MEETING ALBOSCUOLE 2009 – CHIANCIANO
LA
VOCE DEL FERMI dell’Istituto Tecnico Commerciale E. Fermi
Vince Premio nazionale “GIORNALISTA PER UN GIORNO”

Il
mondo della scuola si avvicina ogni giorno sempre di più a quello del
giornalismo, così come dimostrano gli alunni dell’Istituto tecnico “E. Fermi”
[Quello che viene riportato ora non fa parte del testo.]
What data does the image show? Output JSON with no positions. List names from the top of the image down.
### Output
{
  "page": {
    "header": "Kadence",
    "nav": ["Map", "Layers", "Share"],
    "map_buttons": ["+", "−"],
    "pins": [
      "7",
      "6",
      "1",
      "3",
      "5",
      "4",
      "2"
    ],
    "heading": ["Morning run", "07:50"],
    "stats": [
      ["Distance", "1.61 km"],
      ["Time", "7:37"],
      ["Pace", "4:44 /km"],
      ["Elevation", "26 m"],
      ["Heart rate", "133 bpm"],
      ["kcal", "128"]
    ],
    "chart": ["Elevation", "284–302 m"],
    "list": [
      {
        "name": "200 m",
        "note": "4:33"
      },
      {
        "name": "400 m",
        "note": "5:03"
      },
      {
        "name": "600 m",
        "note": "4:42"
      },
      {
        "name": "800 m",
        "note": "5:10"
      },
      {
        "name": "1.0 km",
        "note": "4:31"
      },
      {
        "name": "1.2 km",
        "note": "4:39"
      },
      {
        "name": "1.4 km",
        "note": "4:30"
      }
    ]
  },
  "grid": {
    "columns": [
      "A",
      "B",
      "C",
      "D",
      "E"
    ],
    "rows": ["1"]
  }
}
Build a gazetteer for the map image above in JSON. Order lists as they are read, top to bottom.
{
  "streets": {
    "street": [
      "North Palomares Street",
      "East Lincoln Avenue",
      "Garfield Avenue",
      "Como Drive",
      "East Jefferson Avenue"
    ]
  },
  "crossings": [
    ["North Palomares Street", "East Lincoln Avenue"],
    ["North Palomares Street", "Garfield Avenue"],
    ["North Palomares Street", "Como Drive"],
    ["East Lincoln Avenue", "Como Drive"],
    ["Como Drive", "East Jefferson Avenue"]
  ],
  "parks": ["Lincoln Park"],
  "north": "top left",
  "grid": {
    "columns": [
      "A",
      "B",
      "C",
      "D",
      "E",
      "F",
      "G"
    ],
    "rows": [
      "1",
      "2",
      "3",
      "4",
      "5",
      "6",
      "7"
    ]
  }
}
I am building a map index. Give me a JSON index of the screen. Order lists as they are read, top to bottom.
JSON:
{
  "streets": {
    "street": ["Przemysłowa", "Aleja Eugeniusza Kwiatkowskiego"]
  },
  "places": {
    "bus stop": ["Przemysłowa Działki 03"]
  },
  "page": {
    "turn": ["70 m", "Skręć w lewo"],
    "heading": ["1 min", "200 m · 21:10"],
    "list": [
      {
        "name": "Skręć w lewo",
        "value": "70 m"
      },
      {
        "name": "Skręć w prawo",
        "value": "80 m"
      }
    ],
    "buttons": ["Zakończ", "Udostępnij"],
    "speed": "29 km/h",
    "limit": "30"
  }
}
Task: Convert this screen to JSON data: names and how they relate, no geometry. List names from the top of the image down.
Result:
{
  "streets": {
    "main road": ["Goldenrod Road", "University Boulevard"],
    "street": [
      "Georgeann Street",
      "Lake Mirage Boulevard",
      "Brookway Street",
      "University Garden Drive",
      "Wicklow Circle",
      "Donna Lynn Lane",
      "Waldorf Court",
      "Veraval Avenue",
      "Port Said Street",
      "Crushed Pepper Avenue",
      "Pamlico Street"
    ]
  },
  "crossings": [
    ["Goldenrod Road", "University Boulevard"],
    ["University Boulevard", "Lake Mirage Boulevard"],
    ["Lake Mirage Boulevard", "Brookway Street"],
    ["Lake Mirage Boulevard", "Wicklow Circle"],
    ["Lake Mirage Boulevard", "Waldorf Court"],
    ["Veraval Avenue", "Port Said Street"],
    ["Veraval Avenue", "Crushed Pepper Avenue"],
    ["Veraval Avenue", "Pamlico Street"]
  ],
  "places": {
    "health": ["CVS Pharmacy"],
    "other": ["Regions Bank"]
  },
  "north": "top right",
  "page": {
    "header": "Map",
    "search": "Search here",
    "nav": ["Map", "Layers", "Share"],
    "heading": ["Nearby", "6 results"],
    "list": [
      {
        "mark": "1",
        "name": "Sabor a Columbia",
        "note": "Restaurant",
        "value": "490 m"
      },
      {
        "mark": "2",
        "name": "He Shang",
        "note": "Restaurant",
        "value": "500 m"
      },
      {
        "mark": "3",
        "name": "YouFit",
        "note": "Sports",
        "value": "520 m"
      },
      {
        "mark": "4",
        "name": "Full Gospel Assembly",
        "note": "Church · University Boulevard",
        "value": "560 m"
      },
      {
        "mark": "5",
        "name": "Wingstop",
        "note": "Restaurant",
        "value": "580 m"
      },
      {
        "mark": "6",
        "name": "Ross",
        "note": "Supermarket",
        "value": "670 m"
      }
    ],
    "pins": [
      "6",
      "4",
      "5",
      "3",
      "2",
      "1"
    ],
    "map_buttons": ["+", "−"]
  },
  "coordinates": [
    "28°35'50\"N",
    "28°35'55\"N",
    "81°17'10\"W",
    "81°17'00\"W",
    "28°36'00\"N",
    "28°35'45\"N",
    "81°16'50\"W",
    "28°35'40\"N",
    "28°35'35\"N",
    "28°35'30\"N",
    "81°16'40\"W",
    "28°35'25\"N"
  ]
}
di Isernia che con la pubblicazione mensile del giornale “LA VOCE DEL FERMI” hanno
vinto a Chianciano il premio nazionale “Giornalista per un giorno”: premio
promosso dall’Associazione Alboscuole con il patrocinio del Ministero della
Pubblica Istruzione. Particolarmente emozionati i ragazzi del “News Fermi” per
il traguardo raggiunto perché la selezione delle 437 testate giornalistiche
scolastiche provenienti da tutta Italia
è stata dura e impegnativa, vista la valenzia di tutti. Per la prima
volta è stato assegnato un premio particolare al video-servizio realizzato dai
giovani Luca Valerio e Jonathan Santoro avente per tema l’integrazione nella
scuola . I “giornalisti” del FERMI erano accompagnati dalle prof.sse Caracciolo
Adele e Iulianella M.Concetta coordinatrici del giornale on-line. È stata un
esperienza bellissima, un bagno di entusiasmo in un microcosmo popolato da
gioventù sana, “il volto della buona scuola italiana” come ha affermato il
Presidente di Alboscuole Ettore Cristiani, aggiungendo che il premio nazionale
è il riconoscimento che valorizza l’attività redazionale dei giornali
d’Istituto on-line. Incontrarsi con gli altri studenti è stata un emozione
fortissima che ha permesso di creare dei legami tra ragazzi di realtà diverse.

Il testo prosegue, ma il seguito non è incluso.